The irony does not end there. Farooq is one of the 57 persons accused by the
police of mob violence. According to the charge sheet filed by the police in
1994, there was private firing from the mosque and later the mob went to a
house one km away and burnt it, killing one man. Shakeel Ahmed of Nirbhay
Bano Andolan who is an activist and Mapkar's lawyer said that all the 57
persons were charged with murder too. The case was pending for ten years. "I
have already suffered so much," said Mapkar.
   In 2004 the case was shifted to a fast track court in Sewri where it was
finally heard before sessions judge C M Salunkhe.  However, Ahmed points out
that during the hearing, one of the witnesses Shravan Killari testified in
court that he was injured in police firing.  However, the court when
recording this dropped the word "police". "I objected to this and there were
a lot of issues about my intentions. Finally the judge separated Farooq's
trial as a result of this," explained Ahmed.
He said that this separation of the trial was illegal and the judge issued
no directions as to how the trial would proceed in Mapkar's case. Finally on
February 4, 2006, the court acquitted most of the people in the case. In the
meanwhile some had died and the rest were untraceable and only 30 odd
persons were acquitted by the court due to lack of evidence.  Even in that
judgement no directions were given about Mapkar's case.  After an
application was made by Ahmed, it took over eight months for the case to
come on board.
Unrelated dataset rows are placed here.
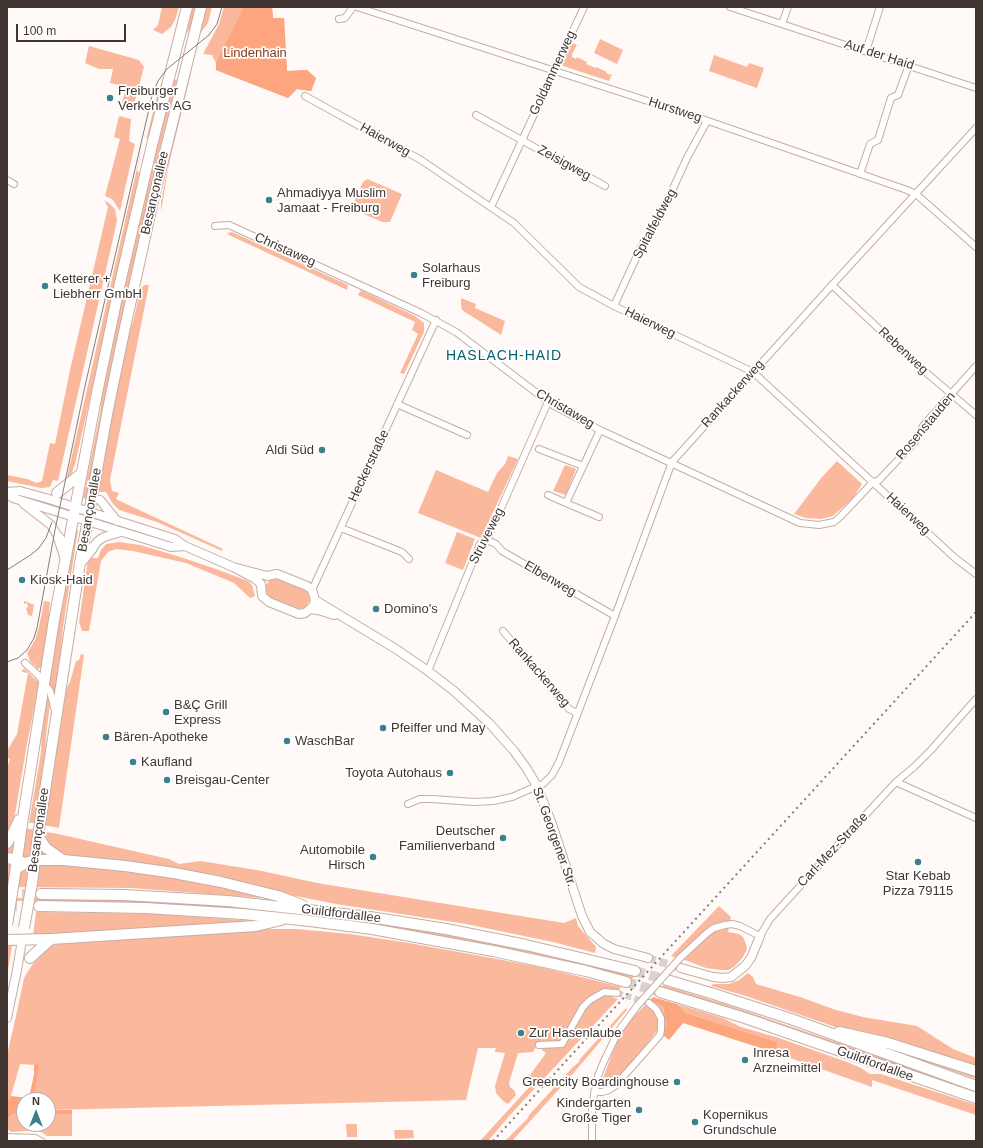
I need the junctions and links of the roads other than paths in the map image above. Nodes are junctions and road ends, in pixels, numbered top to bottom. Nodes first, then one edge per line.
1 (187, 7) edge
2 (201, 7) edge
3 (353, 7) edge
4 (357, 7) edge
5 (584, 7) edge
6 (730, 7) edge
7 (788, 7) edge
8 (880, 7) edge
9 (338, 19) dead end
10 (782, 24) junction
11 (866, 51) junction
12 (909, 65) junction
13 (554, 70) junction
14 (976, 88) edge
15 (305, 96) dead end
16 (476, 115) dead end
17 (707, 121) junction
18 (976, 128) edge
19 (522, 140) junction
20 (860, 174) junction
21 (7, 180) edge
22 (14, 184) dead end
23 (605, 186) dead end
24 (916, 194) junction
25 (491, 207) junction
26 (215, 226) dead end
27 (976, 247) edge
28 (832, 285) junction
29 (614, 306) junction
30 (436, 320) junction
31 (976, 366) edge
32 (753, 372) junction
33 (952, 394) junction
34 (548, 402) junction
35 (397, 404) junction
36 (976, 415) edge
37 (600, 430) junction
38 (467, 434) dead end
39 (539, 449) dead end
40 (672, 462) junction
41 (583, 466) junction
42 (82, 473) junction
43 (873, 482) junction
44 (93, 488) junction
45 (7, 493) edge
46 (548, 495) dead end
47 (53, 496) junction
48 (100, 500) joint
49 (21, 501) junction
50 (566, 503) junction
51 (74, 512) junction
52 (88, 517) junction
53 (599, 517) dead end
54 (118, 522) junction
55 (341, 528) junction
56 (122, 532) junction
57 (59, 538) joint
58 (487, 540) junction
59 (185, 546) junction
60 (92, 548) joint
61 (65, 556) junction
62 (409, 559) dead end
63 (80, 563) junction
64 (233, 567) junction
65 (976, 574) edge
66 (267, 576) junction
67 (261, 584) junction
68 (312, 590) junction
69 (315, 600) junction
70 (310, 610) junction
71 (615, 616) junction
72 (346, 619) junction
73 (503, 631) dead end
74 (25, 663) dead end
75 (428, 671) junction
76 (44, 683) junction
77 (976, 699) edge
78 (577, 713) junction
79 (56, 714) junction
80 (896, 782) junction
81 (537, 786) junction
82 (408, 804) dead end
83 (25, 805) junction
84 (976, 818) edge
85 (38, 836) junction
86 (7, 842) edge
87 (7, 858) edge
88 (63, 860) junction
89 (22, 865) junction
90 (41, 894) tunnel mouth
91 (39, 906) tunnel mouth
92 (315, 910) junction
93 (289, 919) junction
94 (7, 925) edge
95 (760, 936) junction
96 (51, 939) junction
97 (7, 940) edge
98 (22, 940) junction
99 (30, 958) joint
100 (648, 958) tunnel mouth
101 (681, 968) tunnel mouth
102 (17, 970) junction
103 (635, 971) tunnel mouth
104 (667, 980) tunnel mouth
105 (626, 982) tunnel mouth
106 (660, 992) tunnel mouth
107 (617, 993) tunnel mouth
108 (649, 1003) tunnel mouth
109 (7, 1018) edge
110 (814, 1028) junction
111 (539, 1045) dead end
112 (976, 1071) edge
113 (976, 1086) edge
114 (594, 1092) junction
115 (976, 1098) edge
116 (8, 1137) edge
117 (40, 1141) edge
118 (592, 1141) edge

1 - 42 main road, Besançonallee
2 - 44 main road, Besançonallee
3 - 9 street
4 - 13 street, Hurstweg
5 - 13 street, Goldammerweg
6 - 10 street, Auf der Haid
7 - 10 street
8 - 11 street
10 - 11 street, Auf der Haid
11 - 12 street, Auf der Haid
12 - 14 street, Auf der Haid
12 - 20 street
13 - 17 street, Hurstweg
13 - 19 street, Goldammerweg
15 - 25 street, Haierweg
16 - 19 street
17 - 20 street, Hurstweg
17 - 29 street, Spitalfeldweg
18 - 24 street, Rankackerweg
19 - 23 street, Zeisigweg
19 - 25 street, Goldammerweg
20 - 24 street, Hurstweg
21 - 22 street
24 - 27 street, Hurstweg
24 - 28 street, Rankackerweg
25 - 29 street, Haierweg
26 - 30 street, Christaweg
28 - 32 street, Rankackerweg
28 - 33 street, Rebenweg
29 - 32 street, Haierweg
30 - 34 street, Christaweg
30 - 35 street, Heckerstraße
31 - 33 street, Rosenstauden
32 - 40 street, Rankackerweg
32 - 43 street, Haierweg
33 - 36 street, Rebenweg
33 - 43 street, Rosenstauden
34 - 37 street, Christaweg
34 - 58 street, Struveweg
35 - 38 street
35 - 55 street, Heckerstraße
37 - 40 street, Christaweg
37 - 41 street
39 - 41 street
40 - 43 street, Christaweg
40 - 71 street, Rankackerweg
41 - 50 street
42 - 47 main road
42 - 51 main road, Besançonallee
43 - 65 street, Haierweg
44 - 48 main road
44 - 52 main road, Besançonallee
45 - 47 street
45 - 49 street
46 - 50 street
47 - 51 street
48 - 54 street
49 - 51 street
49 - 57 street
50 - 53 street
51 - 52 street
51 - 61 main road, Besançonallee
52 - 54 street
52 - 56 street
52 - 63 main road, Besançonallee
54 - 59 street
55 - 62 street
55 - 68 street, Heckerstraße
56 - 59 street
56 - 60 street
57 - 61 main road
58 - 71 street, Elbenweg
58 - 75 street, Struveweg
59 - 64 street
60 - 63 main road
61 - 76 main road, Besançonallee
63 - 79 main road, Besançonallee
64 - 66 street
64 - 67 street
66 - 67 street
66 - 68 street
67 - 70 street, St. Georgener Str.
68 - 69 street
69 - 70 street
69 - 72 street, St. Georgener Str.
70 - 72 street, St. Georgener Str.
71 - 78 street, Rankackerweg
72 - 75 street, St. Georgener Str.
73 - 78 street, Rankackerweg
74 - 76 street
75 - 81 street, St. Georgener Str.
76 - 79 street
76 - 83 main road, Besançonallee
77 - 80 street, Carl-Mez-Straße
78 - 81 street, Rankackerweg
79 - 85 main road, Besançonallee
80 - 84 street
80 - 95 street, Carl-Mez-Straße
81 - 82 street, Rankackerweg
81 - 100 street, St. Georgener Str.
83 - 86 main road
83 - 89 main road, Besançonallee
85 - 88 main road
85 - 89 main road, Besançonallee
87 - 89 main road
88 - 89 main road
88 - 92 main road
89 - 94 main road, Besançonallee, bridge
89 - 98 main road, Besançonallee, bridge
90 - 92 main road, Guildfordallee
91 - 93 main road, Guildfordallee
92 - 103 main road, Guildfordallee
93 - 96 main road
93 - 105 main road, Guildfordallee
95 - 101 street
95 - 114 street, bridge
96 - 98 main road
96 - 99 main road
97 - 98 main road
98 - 102 street, Besançonallee
99 - 102 street
102 - 109 street, Besançonallee
104 - 110 main road, Guildfordallee
106 - 115 main road, Guildfordallee
107 - 111 street
108 - 114 street
110 - 112 main road
110 - 113 main road, Guildfordallee
114 - 118 street
116 - 117 street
The new judge in July 2007 ordered the police to file a
separate charge sheet in Mapkar's case since his trial was separated and now
the police have sought time till August end to do so.
The Sri Krishna Commission which has produced a voluminous report on the
1992-93 riots in Mumbai has documented the Hari Masjid case in detail. It
said that one of the policeman Nikhil Kapse was not justified in opening
fire and his conduct was violent. Kapse who has been promoted since then and
now works in Economic Offences wing of the Mumbai police, was exonerated in
a departmental inquiry and even the Special Task Force (STF) that was set up
to look into the riots cases gave him a clean chit. Mapkar says he was not
even summoned by the STF to give evidence.
In 2001, Ahmed filed a petition in the Supreme Court demanding action
against 31 policemen involved in the riots who have been named by the
Srikrishna Commission. The case is still going on. The STF closed 1371 cases
of riots saying that they were true but undetected. Only eight cases were
reopened of the 112 scrutinised by the STF. Ahmed says that the police did
not bother to summon witnesses or investigate the cases properly. There were
detailed testimonies before the Srikrishna Commission and the police could
have used those same witnesses but did not do so. The cases filed against
Shiv Sena chief Bal Thackeray were also withdrawn. A senior policeman R D
Tyagi who was arrested in the Suleiman Bakery firing case was later
discharged and a petition challenging this is pending in the Bombay high
court. The state government has not even appealed against his discharge till
now.
Mapkar says the case against him is false and the government is just fooling
the people when it says it has taken action against the rioters.  He wants
to go ahead with his own trial. "Let them prove they have a case against
me," he said.
The Maharashtra chief minister Vilasrao Deshmukh and deputy chief minister R
R Patil of the Nationalist Congress Party (NCP) have said that the state has
implemented the Sri Krishna Commission report. It was also an election
promise the Congress-NCP  made to the voters of the state in 1999. Now faced
with a lot of anger, the government is quickly saying there may have been
shortcomings and is trying to  rectify the damage by setting up  special
courts. For the victims, justice has come too little too late.